Данило История вскочил, охнув от боли, побежал по лесу, потом сквозь низкий кустарник под градом пуль; одурев от боли, держа винтовку в правой руке, пробирался глубоким снегом, целиной, к вершине, к елям, вонзавшимся в небо. И не оборачивался. За спиной раздался крик «ура!»; сам он кричать не мог: это походило бы на стон. Но зато они его не догонят. Он первым достигнет елей. До них не более ста шагов. Колышется верхушка его ели.

Почему он упал? Точно мешок на него свалился? Толстое бревно на спину, на крестец. Вокруг никого и ничего. Бой где-то вдалеке. Он попытался встать, его валила в снег какая-то огромная, ноющая, жаркая тяжесть. Ель повернулась, накренилась, падает на него. Не то ли это самое? То, настоящее? Последнее? Нет, не ради этого переплыл он Саву. Он приподнялся, на локтях пополз к ели, которая нагибалась, склонялась к нему, все более и более близкая. Он должен до нее добраться. Ледяной лунный свет, огонек лампы. Это они стреляют. Где моя винтовка? Ой, где же моя винтовка? Позабыл в лесу.

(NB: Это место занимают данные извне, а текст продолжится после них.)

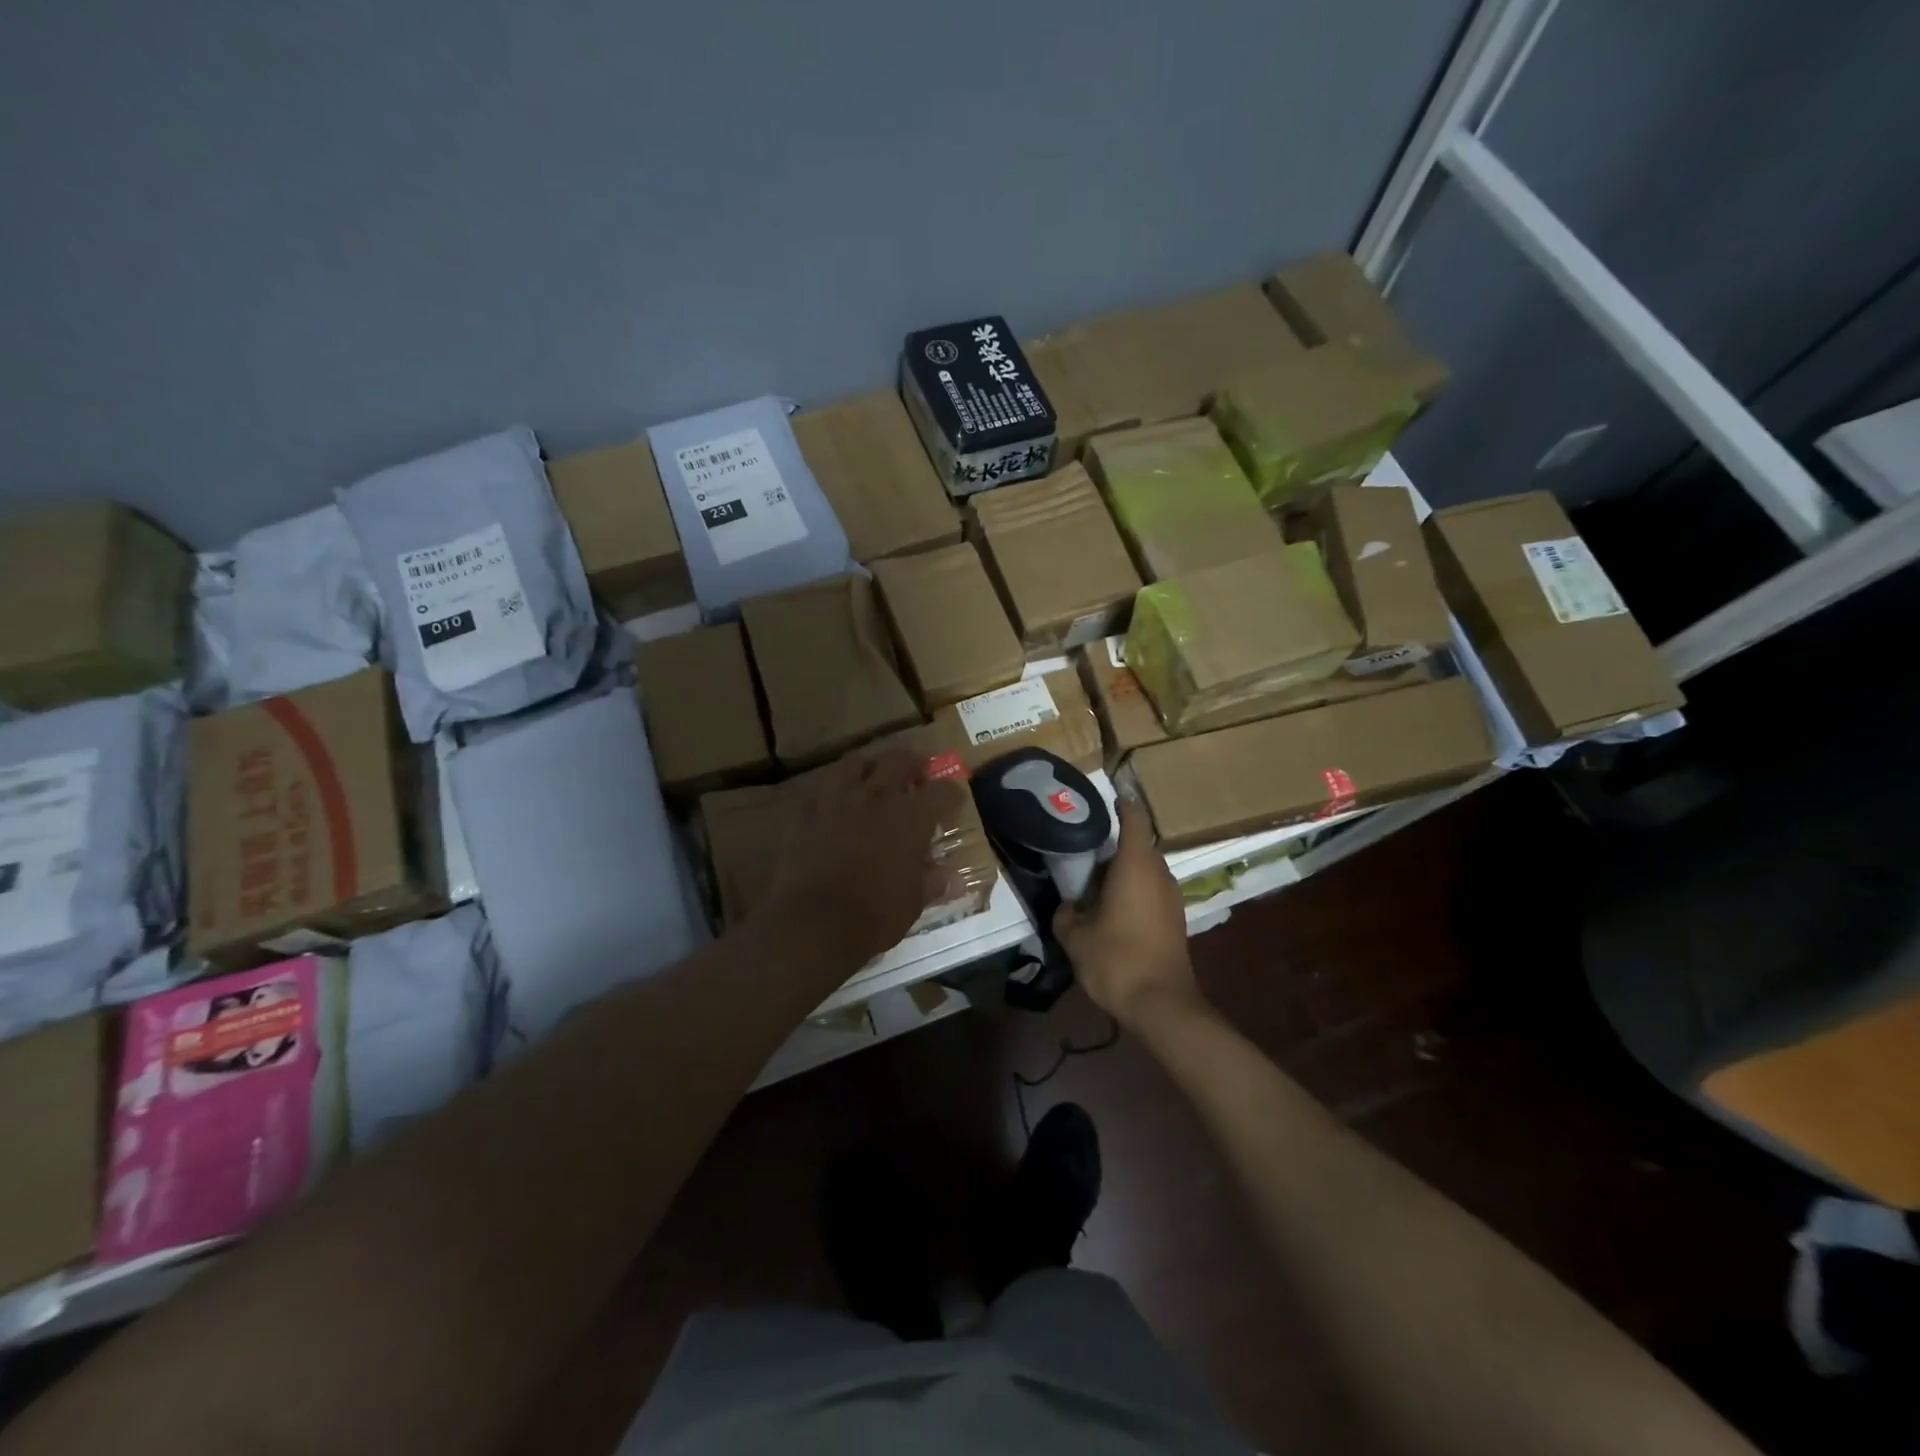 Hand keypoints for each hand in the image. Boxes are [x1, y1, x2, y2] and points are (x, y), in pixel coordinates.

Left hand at [763, 749, 965, 964]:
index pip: (942, 791)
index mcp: (911, 817)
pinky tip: (836, 807)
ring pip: (856, 762)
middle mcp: (877, 796)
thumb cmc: (875, 915)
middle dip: (913, 765)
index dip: (952, 794)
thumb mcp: (913, 902)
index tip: (953, 803)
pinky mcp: (806, 811)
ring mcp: (838, 799)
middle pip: (900, 760)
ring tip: (873, 781)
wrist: (814, 923)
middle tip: (916, 778)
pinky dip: (834, 793)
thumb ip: (932, 882)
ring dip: (870, 767)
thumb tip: (954, 880)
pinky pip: (822, 789)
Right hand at [1053, 799, 1200, 1026]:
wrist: (1161, 1004)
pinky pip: (1151, 891)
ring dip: (1123, 871)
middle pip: (1138, 845)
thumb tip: (1068, 905)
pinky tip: (1111, 909)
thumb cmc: (1117, 960)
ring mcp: (1171, 897)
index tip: (1103, 800)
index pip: (1133, 819)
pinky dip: (1133, 891)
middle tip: (1082, 851)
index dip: (1120, 805)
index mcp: (1135, 865)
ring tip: (1092, 883)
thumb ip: (1066, 912)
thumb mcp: (1075, 936)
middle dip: (1112, 845)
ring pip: (1145, 870)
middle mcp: (1159, 873)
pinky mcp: (1175, 919) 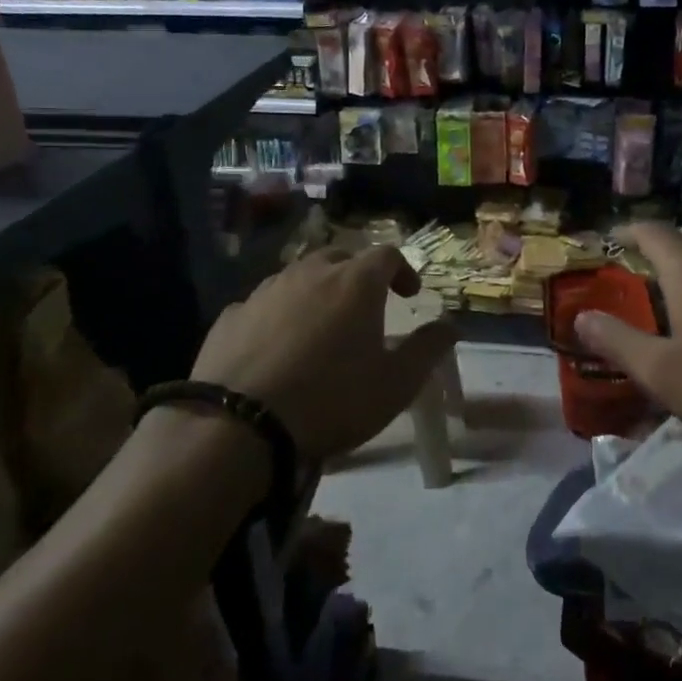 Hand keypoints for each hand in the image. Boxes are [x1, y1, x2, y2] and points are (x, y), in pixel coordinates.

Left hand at [191, 246, 457, 464]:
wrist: (239, 425)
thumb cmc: (332, 399)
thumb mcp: (397, 383)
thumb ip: (428, 348)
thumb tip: (451, 324)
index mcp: (355, 283)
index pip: (386, 255)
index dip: (402, 270)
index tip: (409, 294)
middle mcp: (309, 274)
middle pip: (340, 257)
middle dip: (358, 274)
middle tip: (366, 305)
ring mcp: (264, 291)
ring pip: (298, 277)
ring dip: (316, 291)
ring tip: (321, 326)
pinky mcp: (230, 316)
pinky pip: (263, 304)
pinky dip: (279, 314)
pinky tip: (277, 346) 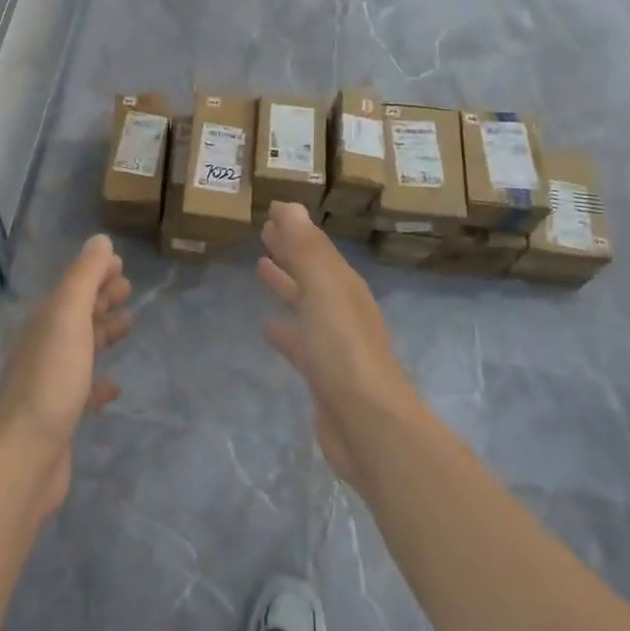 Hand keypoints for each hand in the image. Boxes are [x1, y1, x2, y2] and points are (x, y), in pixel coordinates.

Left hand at [0, 234, 131, 515]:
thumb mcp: (68, 316)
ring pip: (80, 348)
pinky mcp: (59, 416)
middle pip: (76, 314)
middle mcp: (44, 346)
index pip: (73, 287)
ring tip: (129, 325)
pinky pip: (83, 389)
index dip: (95, 273)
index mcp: (45, 321)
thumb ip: (84, 277)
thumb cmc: (51, 378)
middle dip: (100, 298)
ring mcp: (50, 382)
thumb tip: (100, 240)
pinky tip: (114, 386)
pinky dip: (99, 382)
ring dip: (102, 333)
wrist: (24, 454)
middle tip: (129, 289)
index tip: (120, 266)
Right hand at [256, 203, 420, 484]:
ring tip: (260, 268)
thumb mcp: (323, 291)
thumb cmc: (343, 350)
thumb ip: (306, 249)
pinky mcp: (323, 374)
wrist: (369, 424)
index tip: (272, 212)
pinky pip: (300, 341)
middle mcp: (342, 310)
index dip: (295, 230)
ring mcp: (334, 344)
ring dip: (286, 285)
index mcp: (344, 287)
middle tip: (265, 233)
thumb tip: (289, 205)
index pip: (316, 248)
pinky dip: (284, 329)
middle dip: (291, 252)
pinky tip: (266, 328)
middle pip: (312, 273)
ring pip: (305, 304) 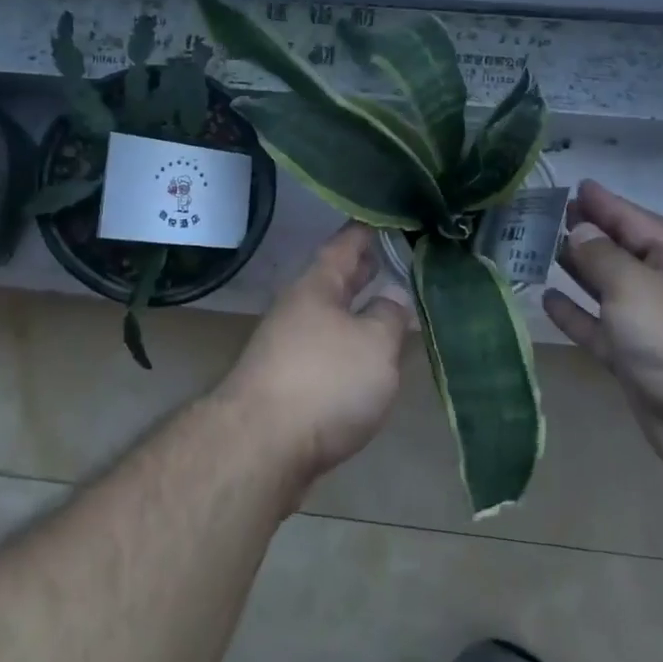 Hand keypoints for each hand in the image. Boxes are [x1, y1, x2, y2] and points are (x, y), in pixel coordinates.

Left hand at [217, 223, 414, 489]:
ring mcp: (290, 346)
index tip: (391, 214)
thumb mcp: (374, 342)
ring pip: (334, 317)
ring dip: (362, 310)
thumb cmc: (324, 381)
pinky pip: (329, 351)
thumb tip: (394, 296)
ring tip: (396, 307)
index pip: (346, 243)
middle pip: (337, 280)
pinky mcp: (291, 384)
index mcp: (317, 286)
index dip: (369, 228)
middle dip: (366, 268)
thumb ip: (390, 315)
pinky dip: (353, 346)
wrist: (261, 447)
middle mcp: (299, 308)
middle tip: (400, 255)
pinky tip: (373, 359)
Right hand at [543, 181, 662, 488]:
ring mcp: (656, 327)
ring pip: (609, 290)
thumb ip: (601, 255)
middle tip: (549, 216)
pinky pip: (601, 329)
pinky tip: (548, 299)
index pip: (636, 220)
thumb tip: (581, 232)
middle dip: (589, 235)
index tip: (576, 185)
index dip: (605, 203)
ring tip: (543, 250)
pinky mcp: (639, 362)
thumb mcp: (635, 284)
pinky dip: (577, 314)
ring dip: (579, 272)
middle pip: (623, 253) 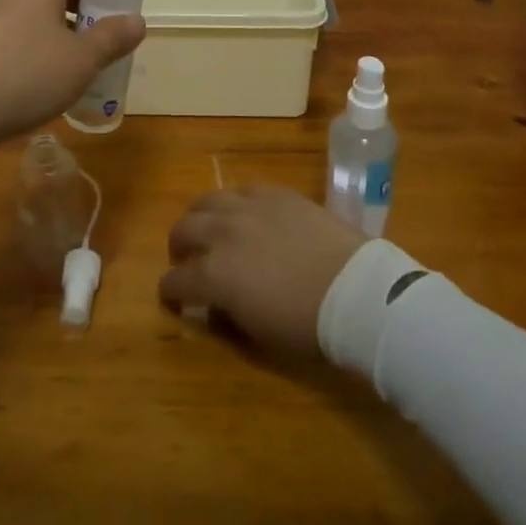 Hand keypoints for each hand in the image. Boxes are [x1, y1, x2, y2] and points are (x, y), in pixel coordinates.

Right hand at [158, 186, 365, 359]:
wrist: (354, 290)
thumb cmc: (307, 326)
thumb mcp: (258, 335)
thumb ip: (227, 316)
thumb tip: (214, 305)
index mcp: (214, 274)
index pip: (176, 280)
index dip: (171, 291)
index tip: (174, 297)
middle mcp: (223, 233)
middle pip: (183, 229)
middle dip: (179, 246)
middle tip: (188, 259)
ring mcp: (249, 207)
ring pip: (207, 199)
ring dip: (201, 216)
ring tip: (210, 228)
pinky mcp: (276, 193)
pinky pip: (244, 189)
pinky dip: (236, 203)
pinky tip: (246, 213) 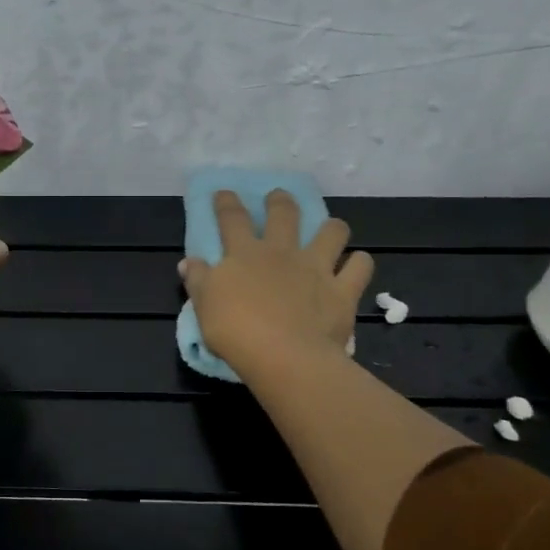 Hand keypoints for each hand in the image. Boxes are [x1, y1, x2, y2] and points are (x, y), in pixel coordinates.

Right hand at [180, 190, 373, 375]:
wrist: (284, 356)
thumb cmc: (236, 331)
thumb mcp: (204, 307)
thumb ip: (198, 281)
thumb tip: (189, 262)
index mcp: (244, 254)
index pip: (232, 219)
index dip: (226, 203)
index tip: (224, 193)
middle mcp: (282, 252)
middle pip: (284, 214)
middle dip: (280, 201)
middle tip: (278, 198)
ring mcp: (316, 268)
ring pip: (332, 232)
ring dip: (331, 227)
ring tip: (330, 230)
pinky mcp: (343, 290)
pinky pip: (360, 267)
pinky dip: (359, 263)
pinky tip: (355, 266) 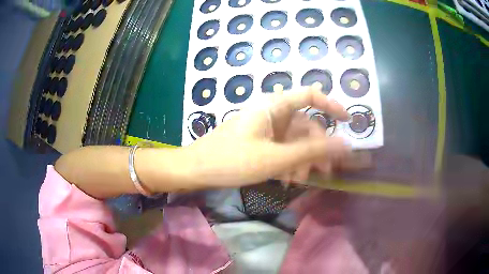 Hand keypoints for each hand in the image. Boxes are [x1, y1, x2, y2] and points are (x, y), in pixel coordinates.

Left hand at [179, 86, 368, 187]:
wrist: (196, 170)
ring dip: (301, 160)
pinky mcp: (259, 141)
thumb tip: (346, 144)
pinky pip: (282, 149)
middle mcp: (271, 113)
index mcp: (274, 106)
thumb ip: (312, 150)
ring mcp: (265, 128)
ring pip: (295, 141)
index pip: (310, 95)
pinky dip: (288, 163)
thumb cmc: (232, 161)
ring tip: (297, 181)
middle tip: (323, 172)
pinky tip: (284, 180)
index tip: (348, 122)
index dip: (331, 105)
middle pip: (305, 125)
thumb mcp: (276, 158)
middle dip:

Он зарывал голову в снег, в желтое, в красное. Плакал. Неужели я? Искал в кармане платок, нашел, вытащил, ветер выхватил платок у него из рук и унес. Земля проваливалась под ним, он вместе с нею и таявшим во мраке снегом: он валится, полыхает ель, подсолнухи, одуванчики. Звал Бору Валета. Тот не слышал. В тишине никого. С шелковиц взлетают голуби, стая ворон с голых ветвей взмыла, одна качается на ветке, перед самым его лицом, вот и она устремилась в небо, а на него что-то обрушивается, вместе с землею… вспышка… погасла.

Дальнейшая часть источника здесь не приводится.